Asociaciones asesinas

Hace unos días recibí por un grupo de mensajería móvil un vídeo en el que un periodista alemán se mofaba de la impuntulidad de los españoles. La idea era clara: explotar el estereotipo “españoles – impuntualidad”. Un estereotipo que, además, suele llevar a la asociación de “españoles – impuntuales, fiesteros, irresponsables, siesta, paella, …”. Estas etiquetas, en apariencia inofensivas, suelen tener su reflejo en otras esferas. Por ejemplo, ¿cómo nos ven los países del norte de Europa en el Parlamento Europeo? ¿Qué prejuicios afectan a su toma de decisiones cuando se trata de nosotros?




Y es que el asociar una nacionalidad, un pueblo, una religión o una etnia con una serie de ideas o epítetos suele tener consecuencias nefastas. Por lo general, la gente que explota estos tópicos lo hace sin mala intención o, a lo sumo, a modo de burla sin más ánimo que el de despertar unas risas. Pero al ejercer de altavoz de estas ideas estamos ayudando a propagarlas y, finalmente, beneficiando a alguien. La explotación del esterotipo “español-irresponsable” nos deja muy mal en el ámbito de la política y la economía internacional y nos coloca en una mala posición de partida.

Otro ejemplo: la “gripe española”. Aunque ya todo el mundo sabe que la gripe que asoló al mundo a principios de siglo no era “española”, todavía hoy es conocida como tal. ¿Quién se benefició entonces de esta asociación y qué repercusiones tiene todavía hoy?

Y, a pesar de que sabemos esto, y de que lo hemos padecido; a pesar de lo absurdo de asociar una enfermedad a una nacionalidad (o viceversa), hoy hay quien habla de la “gripe china”. Si rastreamos el origen de esta asociación llegamos a Trump y, en su versión patria, a Vox.

Cuando las muertes y contagiados por coronavirus han superado en Estados Unidos a las de cualquier otro país del mundo; cuando hemos visto enterrar a sus muertos en fosas comunes en un parque; cuando oímos a su presidente negar la importancia de la pandemia; Trump rompe con la OMS y la acusa de estar al servicio de China al tiempo que habla de “el virus chino”. De manual: primer paso para manipular, crear un enemigo externo.

Este discurso, que además carga contra los expertos (científicos, sanitarios, …), es fácil de elaborar.

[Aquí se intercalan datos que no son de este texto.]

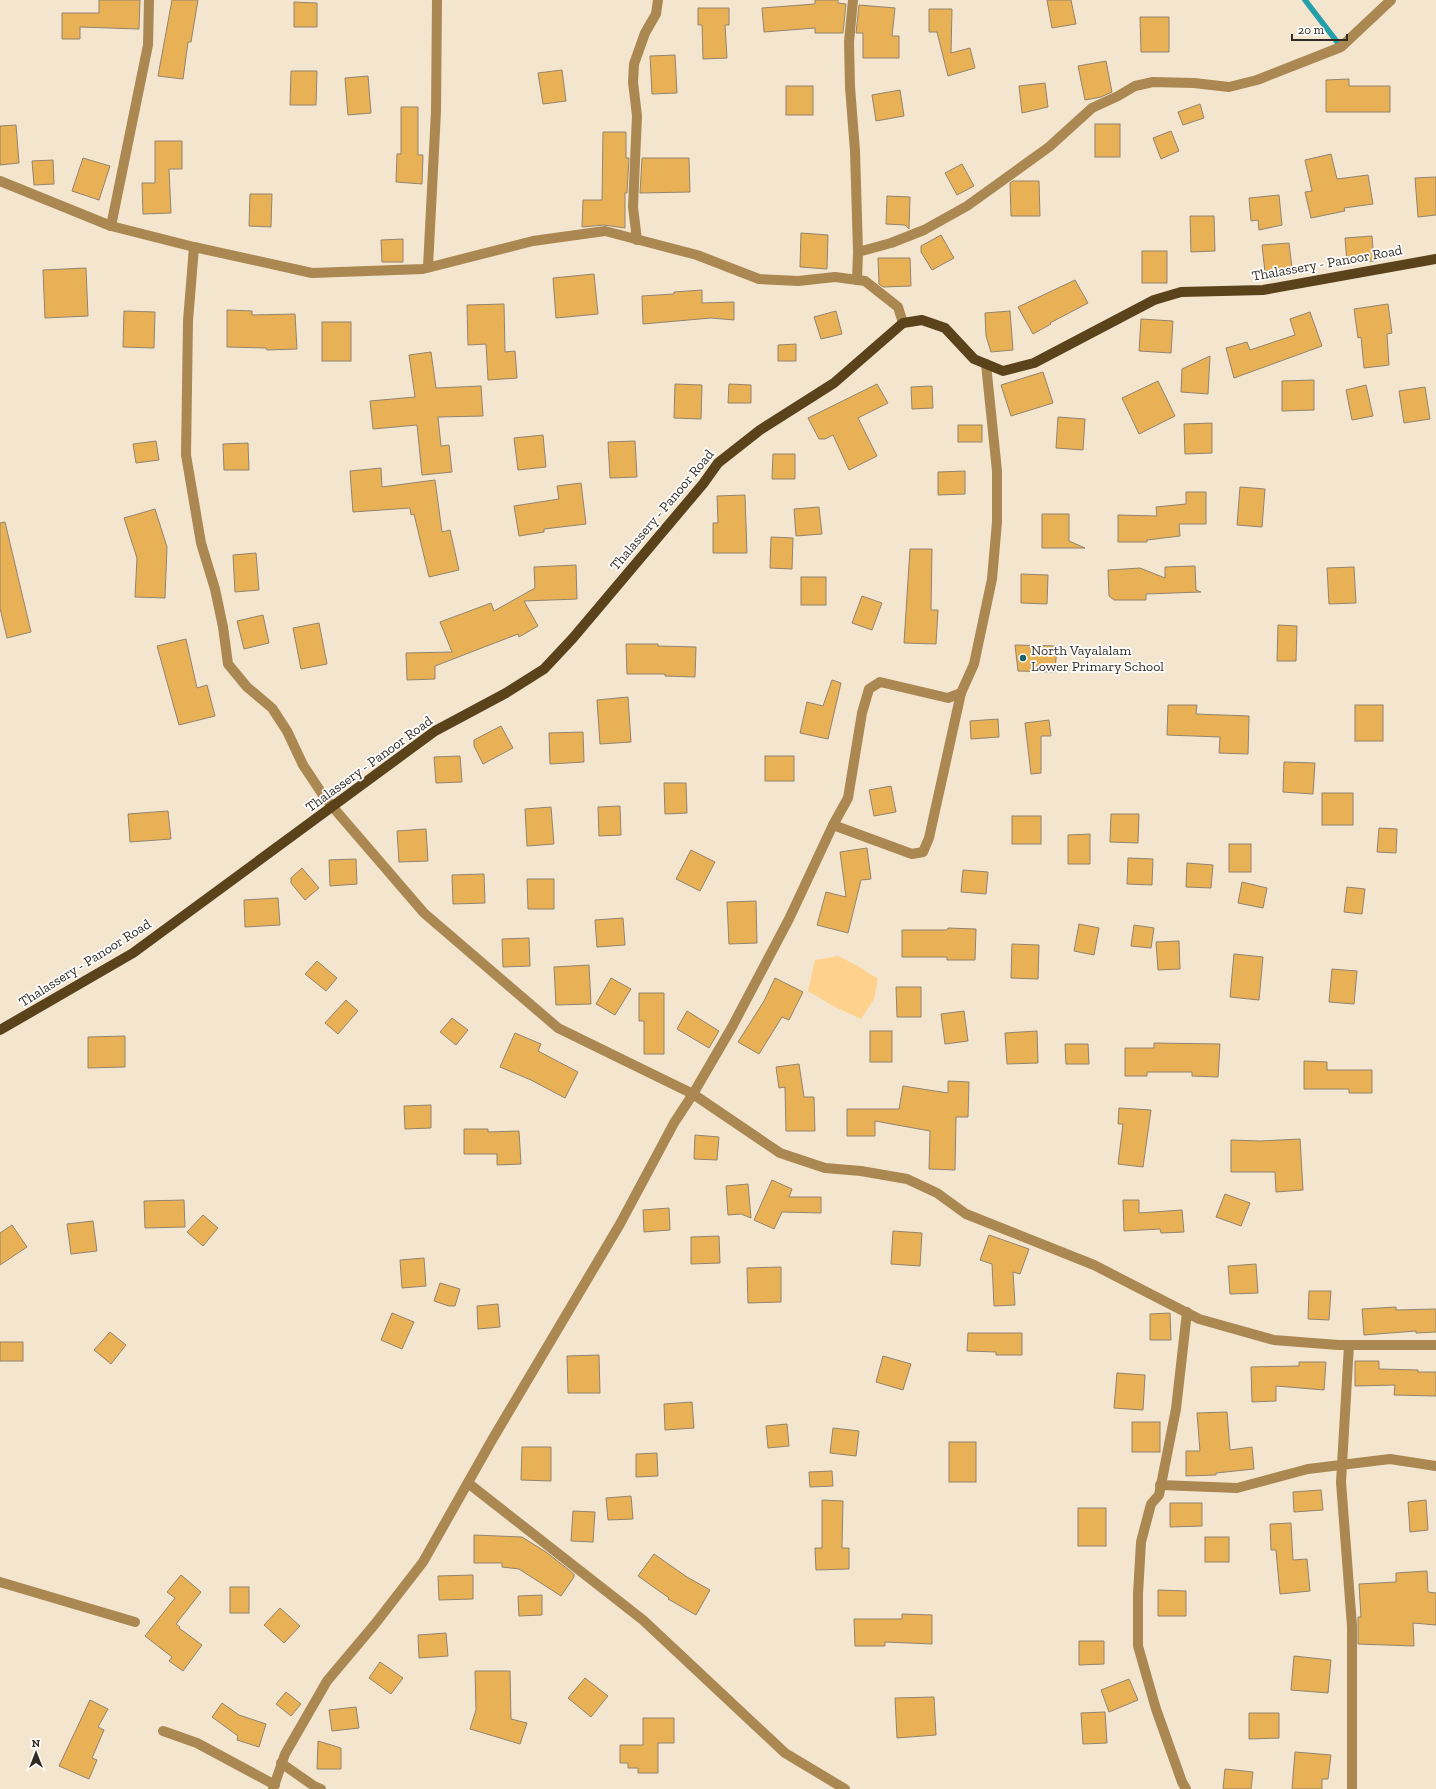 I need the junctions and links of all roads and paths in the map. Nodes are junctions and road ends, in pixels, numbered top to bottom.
1 (149, 0) edge
2 (437, 0) edge
3 (658, 0) edge
4 (853, 0) edge
5 (1391, 0) edge
6 (0, 181) edge
7 (110, 226) junction
8 (637, 240) junction
9 (194, 247) junction
10 (858, 252) junction
11 (1436, 259) edge
12 (428, 268) junction
13 (857, 280) junction
14 (903, 323) junction
15 (986, 364) junction
16 (961, 693) junction
17 (332, 808) junction
18 (833, 825) junction
19 (0, 1030) edge
20 (693, 1094) junction
21 (1187, 1312) junction
22 (1349, 1345) junction
23 (1436, 1345) edge
24 (1342, 1465) junction
25 (1436, 1466) edge
26 (468, 1483) junction
27 (1160, 1485) junction
28 (0, 1582) edge
29 (135, 1622) dead end
30 (163, 1731) dead end
31 (281, 1763) junction
32 (274, 1787) edge
33 (321, 1789) edge
34 (845, 1789) edge
35 (1186, 1789) edge
36 (1352, 1789) edge

1 - 7 street
2 - 12 street
3 - 8 street
4 - 10 street
5 - 10 street
6 - 7 street
7 - 9 street
8 - 12 street
8 - 13 street
9 - 12 street
9 - 17 street
10 - 13 street
11 - 15 main road, Thalassery - Panoor Road
13 - 14 street
14 - 15 main road, Thalassery - Panoor Road
14 - 17 main road, Thalassery - Panoor Road
15 - 16 street
16 - 18 street
16 - 18 street
17 - 19 main road, Thalassery - Panoor Road
17 - 20 street
18 - 20 street
20 - 21 street
20 - 26 street
21 - 22 street
21 - 27 street
22 - 23 street
22 - 24 street
24 - 25 street
24 - 27 street
24 - 36 street
26 - 31 street
26 - 34 street
27 - 35 street
28 - 29 street
30 - 32 street
31 - 32 street
31 - 33 street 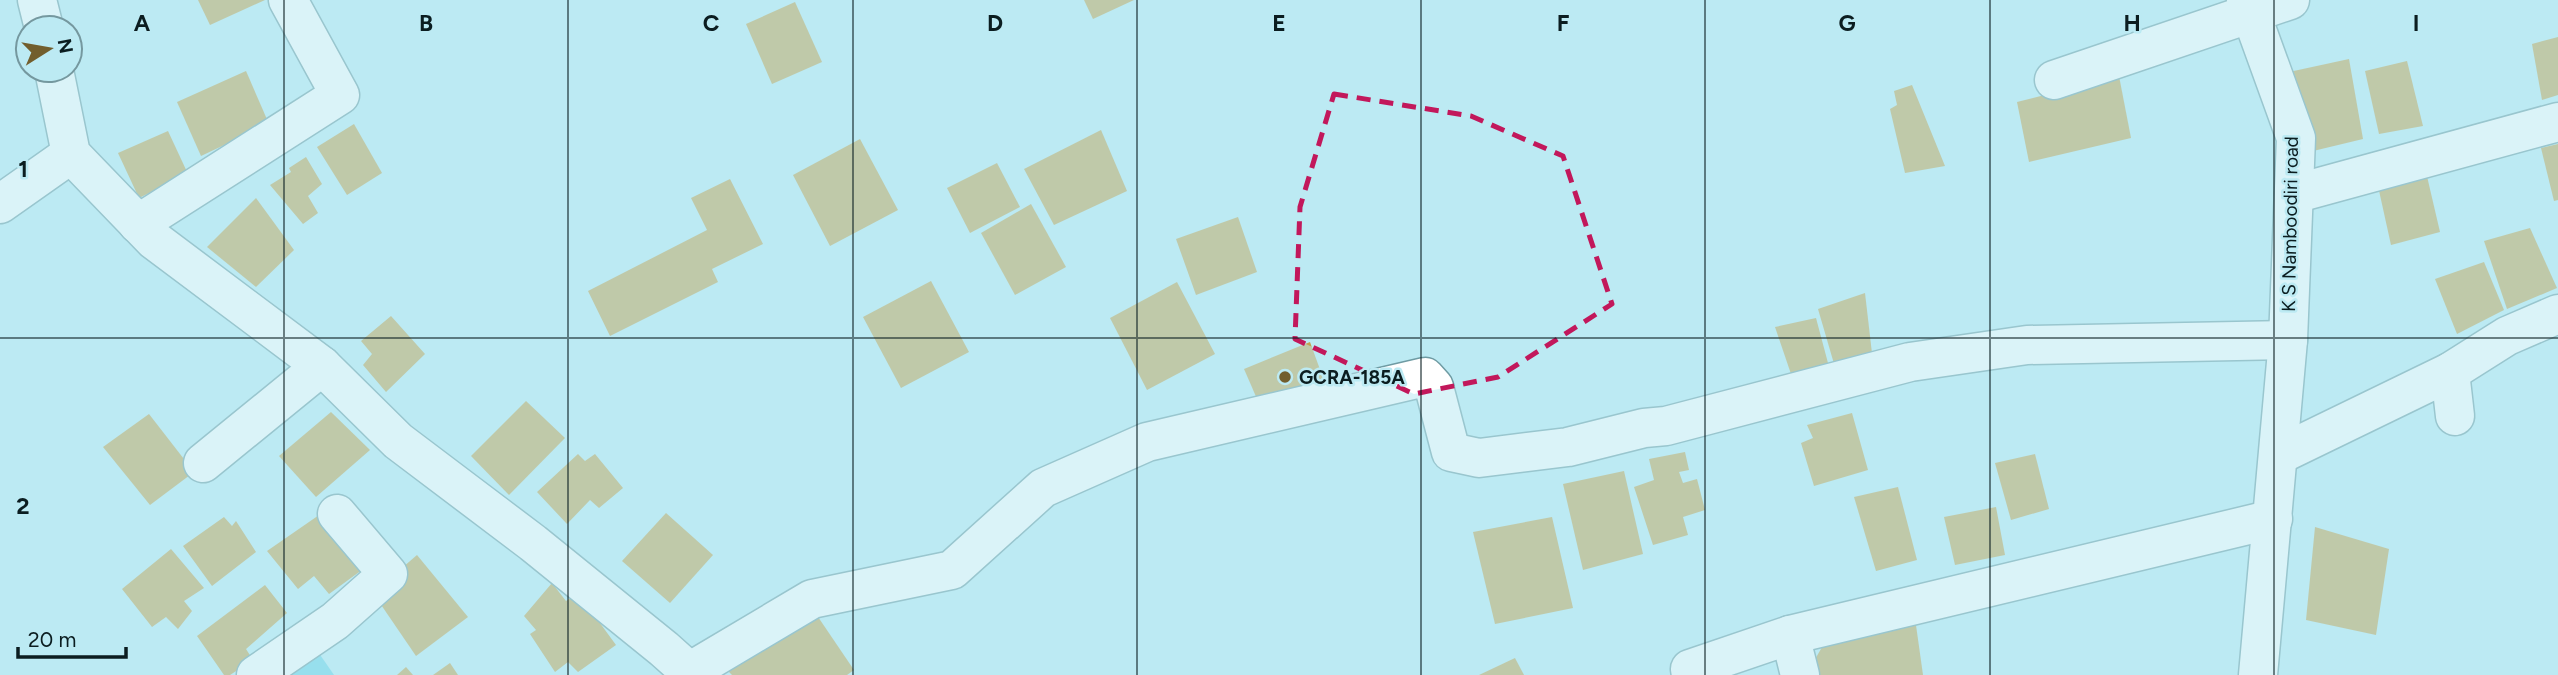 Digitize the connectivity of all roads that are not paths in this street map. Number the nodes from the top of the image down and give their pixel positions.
1 (288, 0) edge
2 (2290, 0) edge
3 (2249, 6) edge
4 (2054, 80) dead end
5 (57, 84) edge
6 (2558, 122) edge
7 (71, 154) junction
8 (2294, 194) junction
9 (0, 204) edge
10 (138, 224) junction
11 (2558, 314) edge
12 (2288, 340) junction
13 (322, 366) junction
14 (2450, 372) junction
15 (2455, 416) dead end
16 (2279, 456) junction
17 (203, 463) dead end
18 (337, 514) dead end
19 (2273, 519) junction
20 (1790, 635) junction
21 (689, 674) edge
22 (256, 675) edge
23 (1691, 675) edge
24 (1800, 675) edge
25 (2258, 675) edge

1 - 10 street
2 - 3 street
3 - 4 street
3 - 8 street, K S Namboodiri road
5 - 7 street
6 - 8 street
7 - 9 street
7 - 10 street
8 - 12 street, K S Namboodiri road
10 - 13 street
11 - 14 street
12 - 16 street, K S Namboodiri road
12 - 21 street
13 - 17 street
13 - 21 street
14 - 15 street
14 - 16 street
16 - 19 street, K S Namboodiri road
18 - 22 street
19 - 20 street
19 - 25 street, K S Namboodiri road
20 - 23 street
20 - 24 street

Durante años hemos oído toda clase de esterotipos sobre los chinos; en los últimos tiempos, además, hemos escuchado sobre el peligro de China como superpotencia mundial. A este bagaje, este marco cultural de sospecha hacia “lo chino”, le unimos una teoría de la conspiración (el SARS-CoV-2 es un arma biológica creada en un laboratorio de la ciudad de Wuhan) y el discurso del odio contra los chinos tiene vía libre para calar en una sociedad asustada y desconfiada.

Nos advertía Amin Maalouf en su libro “Identidades asesinas” de que «por comodidad, englobamos bajo el mismo término a las gentes más distintas, y por comodidad también les atribuimos crímenes, acciones colectivas, opiniones colectivas […]. Pero me parece importante que todos cobremos conciencia de que esas frases no son inocentes, y de que contribuyen a perpetuar unos prejuicios que han demostrado, a lo largo de tod la historia, su capacidad de perversión y muerte”.

Si la idea del “virus chino” cala, ¿cuál será la actitud de la gente en adelante hacia la comunidad china? Ya hemos leído noticias de cómo algunos ciudadanos chinos han sufrido agresiones fuera de su país a causa de esta asociación perversa.

Con estas, al mismo tiempo que los científicos buscan una vacuna contra el SARS-CoV-2, tendremos que ir buscando otra contra el racismo y el nacionalismo porque estos discursos tienen un objetivo claro: llevar a alguien al poder y, ¿queremos en nuestro país un Gobierno como aquel otro que ante una crisis sanitaria antes que material sanitario ofrece a sus ciudadanos armas?